The car starts up beautifully every time and purrs like a kitten. However, when it reaches temperature, the idle rises and when you give it any throttle it sputters and bucks. Seems to be running really rich. If I unplug the lead to the ? on the end of the intake pictured below, the idle drops to normal and the car drives fine. If I leave the plug off and try to start it when cold it doesn't like it and takes repeated attempts.
Any ideas? It started doing this after I mis-shifted and revved the engine really fast but it didn't over rev. :facepalm: I caught it before it hit redline. eace:


----------



## jeroland (May 29, 2010)

The Bentley manual says that Bosch part you have pictured is the Differential Pressure Regulator. You should do a quick search on it. From what I understand the DPR tells the ECU how to adjust the mixture based on coolant temperature and the oxygen sensor. Good luck with that.


----------



## AudiSportA4 (Mar 3, 2002)

IAT?


----------



## ziddey (Apr 16, 2006)

head to the cis section in technical, and read up on how to tune cis-e.

fine fueling beyond the baseline mixture is controlled via the DPR.

It sounds like something happened that's causing your mixture to be outside of the threshold that the ECU can adapt for. Most likely, you've sprung a vacuum leak somewhere.


----------



## Row1Rich (Sep 11, 2001)

ziddey said:


> head to the cis section in technical, and read up on how to tune cis-e.
> 
> fine fueling beyond the baseline mixture is controlled via the DPR.
> 
> It sounds like something happened that's causing your mixture to be outside of the threshold that the ECU can adapt for. Most likely, you've sprung a vacuum leak somewhere.

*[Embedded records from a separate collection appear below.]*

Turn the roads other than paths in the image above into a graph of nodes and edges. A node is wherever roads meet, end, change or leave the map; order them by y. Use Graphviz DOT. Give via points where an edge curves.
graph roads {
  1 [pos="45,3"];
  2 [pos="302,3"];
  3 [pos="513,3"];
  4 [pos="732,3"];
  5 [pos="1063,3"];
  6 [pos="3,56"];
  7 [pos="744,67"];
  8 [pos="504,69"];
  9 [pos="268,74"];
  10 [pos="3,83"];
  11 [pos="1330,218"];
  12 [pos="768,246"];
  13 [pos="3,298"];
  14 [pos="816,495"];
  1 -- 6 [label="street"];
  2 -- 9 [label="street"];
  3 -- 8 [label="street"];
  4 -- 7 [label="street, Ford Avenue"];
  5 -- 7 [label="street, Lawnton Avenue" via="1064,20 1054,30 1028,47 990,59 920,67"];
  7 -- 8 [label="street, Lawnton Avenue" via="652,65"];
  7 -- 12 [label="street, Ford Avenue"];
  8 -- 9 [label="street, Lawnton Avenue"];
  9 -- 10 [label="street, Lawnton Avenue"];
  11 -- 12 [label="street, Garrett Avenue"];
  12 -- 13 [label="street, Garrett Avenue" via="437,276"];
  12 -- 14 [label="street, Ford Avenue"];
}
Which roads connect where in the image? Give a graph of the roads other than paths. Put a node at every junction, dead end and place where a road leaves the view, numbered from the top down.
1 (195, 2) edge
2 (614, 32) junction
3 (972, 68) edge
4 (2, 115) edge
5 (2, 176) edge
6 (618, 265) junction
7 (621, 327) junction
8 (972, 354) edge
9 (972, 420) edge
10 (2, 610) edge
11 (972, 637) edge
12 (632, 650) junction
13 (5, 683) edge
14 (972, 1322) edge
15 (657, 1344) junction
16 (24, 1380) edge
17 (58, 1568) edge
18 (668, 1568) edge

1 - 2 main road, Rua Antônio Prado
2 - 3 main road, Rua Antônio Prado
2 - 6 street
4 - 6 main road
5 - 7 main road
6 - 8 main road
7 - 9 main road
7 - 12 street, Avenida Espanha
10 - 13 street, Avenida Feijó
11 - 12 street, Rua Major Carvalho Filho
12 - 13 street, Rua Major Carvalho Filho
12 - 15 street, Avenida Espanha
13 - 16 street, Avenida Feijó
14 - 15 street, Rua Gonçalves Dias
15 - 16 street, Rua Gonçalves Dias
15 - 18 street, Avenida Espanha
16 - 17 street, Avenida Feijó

Thanx Ziddey, could the mis-shift explain the vacuum leak? I shifted form 4th - 3rd instead of 4th - 5th. Didn't hit redline but the engine revved really quickly through the rev range.


----------



## ziddey (Apr 16, 2006)

it shouldn't, but it's possible, especially if your engine mounts are worn, and a vacuum line was on the brink of breaking off.


----------



## Row1Rich (Sep 11, 2001)

ziddey said:


> it shouldn't, but it's possible, especially if your engine mounts are worn, and a vacuum line was on the brink of breaking off.


My mounts are good, but still a good suggestion. I'll check it out.


----------



## Row1Rich (Sep 11, 2001)

New coolant sensor fixed the problem, thanx for all the suggestions :thumbup:


----------